__Collected data__.
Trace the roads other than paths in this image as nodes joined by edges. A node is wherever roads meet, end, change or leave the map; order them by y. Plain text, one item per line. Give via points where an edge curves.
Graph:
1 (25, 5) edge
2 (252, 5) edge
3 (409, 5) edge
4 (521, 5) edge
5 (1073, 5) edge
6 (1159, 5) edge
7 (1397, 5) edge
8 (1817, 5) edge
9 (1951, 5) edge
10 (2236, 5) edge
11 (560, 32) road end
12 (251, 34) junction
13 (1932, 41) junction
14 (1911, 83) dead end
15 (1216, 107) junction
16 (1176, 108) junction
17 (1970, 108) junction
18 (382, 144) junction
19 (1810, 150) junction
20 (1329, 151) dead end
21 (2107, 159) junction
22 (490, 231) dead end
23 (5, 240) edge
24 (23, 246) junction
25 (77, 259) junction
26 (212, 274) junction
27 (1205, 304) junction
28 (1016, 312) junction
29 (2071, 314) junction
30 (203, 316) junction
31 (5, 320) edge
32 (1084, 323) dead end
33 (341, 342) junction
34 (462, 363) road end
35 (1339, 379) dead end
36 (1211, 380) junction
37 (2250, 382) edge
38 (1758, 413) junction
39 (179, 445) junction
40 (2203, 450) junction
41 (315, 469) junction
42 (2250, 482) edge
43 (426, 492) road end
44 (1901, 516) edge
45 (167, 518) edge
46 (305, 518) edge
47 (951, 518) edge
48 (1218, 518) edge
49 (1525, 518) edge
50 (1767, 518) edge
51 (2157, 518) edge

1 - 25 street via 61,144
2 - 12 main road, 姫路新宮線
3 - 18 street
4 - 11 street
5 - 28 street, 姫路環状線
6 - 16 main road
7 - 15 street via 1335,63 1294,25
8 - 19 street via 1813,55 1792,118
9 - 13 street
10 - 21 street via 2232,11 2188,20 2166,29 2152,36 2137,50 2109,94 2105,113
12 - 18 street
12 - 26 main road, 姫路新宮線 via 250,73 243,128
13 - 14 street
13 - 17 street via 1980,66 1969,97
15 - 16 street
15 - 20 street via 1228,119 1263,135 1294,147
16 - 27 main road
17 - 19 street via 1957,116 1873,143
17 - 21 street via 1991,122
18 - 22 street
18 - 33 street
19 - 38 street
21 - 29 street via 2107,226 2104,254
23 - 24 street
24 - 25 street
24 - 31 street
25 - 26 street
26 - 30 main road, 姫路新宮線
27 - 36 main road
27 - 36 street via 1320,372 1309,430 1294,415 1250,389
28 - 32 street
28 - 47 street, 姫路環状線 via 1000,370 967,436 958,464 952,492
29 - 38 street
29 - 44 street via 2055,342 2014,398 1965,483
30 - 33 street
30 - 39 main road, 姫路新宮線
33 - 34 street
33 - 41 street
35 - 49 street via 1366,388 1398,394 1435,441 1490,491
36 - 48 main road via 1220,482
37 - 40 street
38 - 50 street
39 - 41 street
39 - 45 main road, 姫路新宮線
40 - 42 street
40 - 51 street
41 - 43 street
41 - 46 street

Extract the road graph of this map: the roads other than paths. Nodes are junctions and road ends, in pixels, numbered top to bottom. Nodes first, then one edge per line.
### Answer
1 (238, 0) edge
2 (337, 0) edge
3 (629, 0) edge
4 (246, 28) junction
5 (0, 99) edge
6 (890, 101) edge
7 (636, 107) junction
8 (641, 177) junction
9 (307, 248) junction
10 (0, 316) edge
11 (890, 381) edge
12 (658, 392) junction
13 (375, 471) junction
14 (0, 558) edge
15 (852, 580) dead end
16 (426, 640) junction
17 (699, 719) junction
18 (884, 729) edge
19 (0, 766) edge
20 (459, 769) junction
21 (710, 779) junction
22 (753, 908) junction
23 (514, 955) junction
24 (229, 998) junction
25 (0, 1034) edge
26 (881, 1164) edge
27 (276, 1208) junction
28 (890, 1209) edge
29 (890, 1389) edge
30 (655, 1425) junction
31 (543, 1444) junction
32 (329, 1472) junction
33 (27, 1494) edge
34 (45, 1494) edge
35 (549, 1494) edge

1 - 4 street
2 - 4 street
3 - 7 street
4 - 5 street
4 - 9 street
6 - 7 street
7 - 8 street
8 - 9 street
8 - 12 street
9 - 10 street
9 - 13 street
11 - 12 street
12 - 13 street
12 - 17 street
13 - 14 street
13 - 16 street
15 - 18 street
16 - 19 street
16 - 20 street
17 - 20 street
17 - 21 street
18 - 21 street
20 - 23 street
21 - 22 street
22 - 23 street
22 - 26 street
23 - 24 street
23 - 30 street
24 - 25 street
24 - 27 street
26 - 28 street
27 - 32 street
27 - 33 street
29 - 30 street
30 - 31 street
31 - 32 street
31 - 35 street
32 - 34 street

__ACTION ITEM__.
Only the lines of the data holding the string "姫路環状線" are wanted; copy each of them.

__YOUR RESPONSE__.
5 - 28 street, 姫路環状線
28 - 47 street, 姫路環状線 via 1000,370 967,436 958,464 952,492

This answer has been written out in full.